Where does the word "index" appear in the entries below? Copy each line that holds it.
[[ Information given open ]]
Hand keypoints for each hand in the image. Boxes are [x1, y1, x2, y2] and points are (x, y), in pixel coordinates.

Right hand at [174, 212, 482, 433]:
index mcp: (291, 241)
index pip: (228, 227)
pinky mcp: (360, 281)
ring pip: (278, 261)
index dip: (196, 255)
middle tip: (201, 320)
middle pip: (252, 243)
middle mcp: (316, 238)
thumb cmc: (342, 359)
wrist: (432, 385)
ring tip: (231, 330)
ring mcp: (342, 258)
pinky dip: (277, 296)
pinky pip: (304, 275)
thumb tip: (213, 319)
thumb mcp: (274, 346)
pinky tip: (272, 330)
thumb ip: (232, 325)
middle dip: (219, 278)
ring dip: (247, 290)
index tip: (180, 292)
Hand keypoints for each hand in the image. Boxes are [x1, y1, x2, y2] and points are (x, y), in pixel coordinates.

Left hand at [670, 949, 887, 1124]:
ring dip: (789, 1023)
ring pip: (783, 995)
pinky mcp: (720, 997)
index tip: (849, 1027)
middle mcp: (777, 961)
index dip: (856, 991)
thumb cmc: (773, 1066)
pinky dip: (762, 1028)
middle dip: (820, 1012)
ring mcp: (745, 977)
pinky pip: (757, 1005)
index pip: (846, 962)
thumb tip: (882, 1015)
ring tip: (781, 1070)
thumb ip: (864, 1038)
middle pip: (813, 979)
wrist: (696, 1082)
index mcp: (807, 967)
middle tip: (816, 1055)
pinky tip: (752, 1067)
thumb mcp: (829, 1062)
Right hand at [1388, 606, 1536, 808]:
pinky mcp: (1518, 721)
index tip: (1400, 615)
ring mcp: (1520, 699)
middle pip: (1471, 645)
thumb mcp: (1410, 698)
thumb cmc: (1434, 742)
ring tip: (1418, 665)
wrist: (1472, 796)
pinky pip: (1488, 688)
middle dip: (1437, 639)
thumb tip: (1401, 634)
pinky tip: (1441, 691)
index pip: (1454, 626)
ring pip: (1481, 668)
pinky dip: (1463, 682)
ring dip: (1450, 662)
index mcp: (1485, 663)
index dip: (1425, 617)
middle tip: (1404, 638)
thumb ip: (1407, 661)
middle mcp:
[[ Information given closed ]]
- **Finished exercise**
index mcp: (291, 241)
index pip: (228, 227)
index dip: (196, 255)
index tip: (180, 292)
index tip: (849, 1027)
index dip: (856, 991)
index pip: (846, 962)
index mcp: (807, 967)
index tip: (1400, 615)
index pip: (1454, 626)
index mcp: (1485, 663)
index dip: (1425, 617)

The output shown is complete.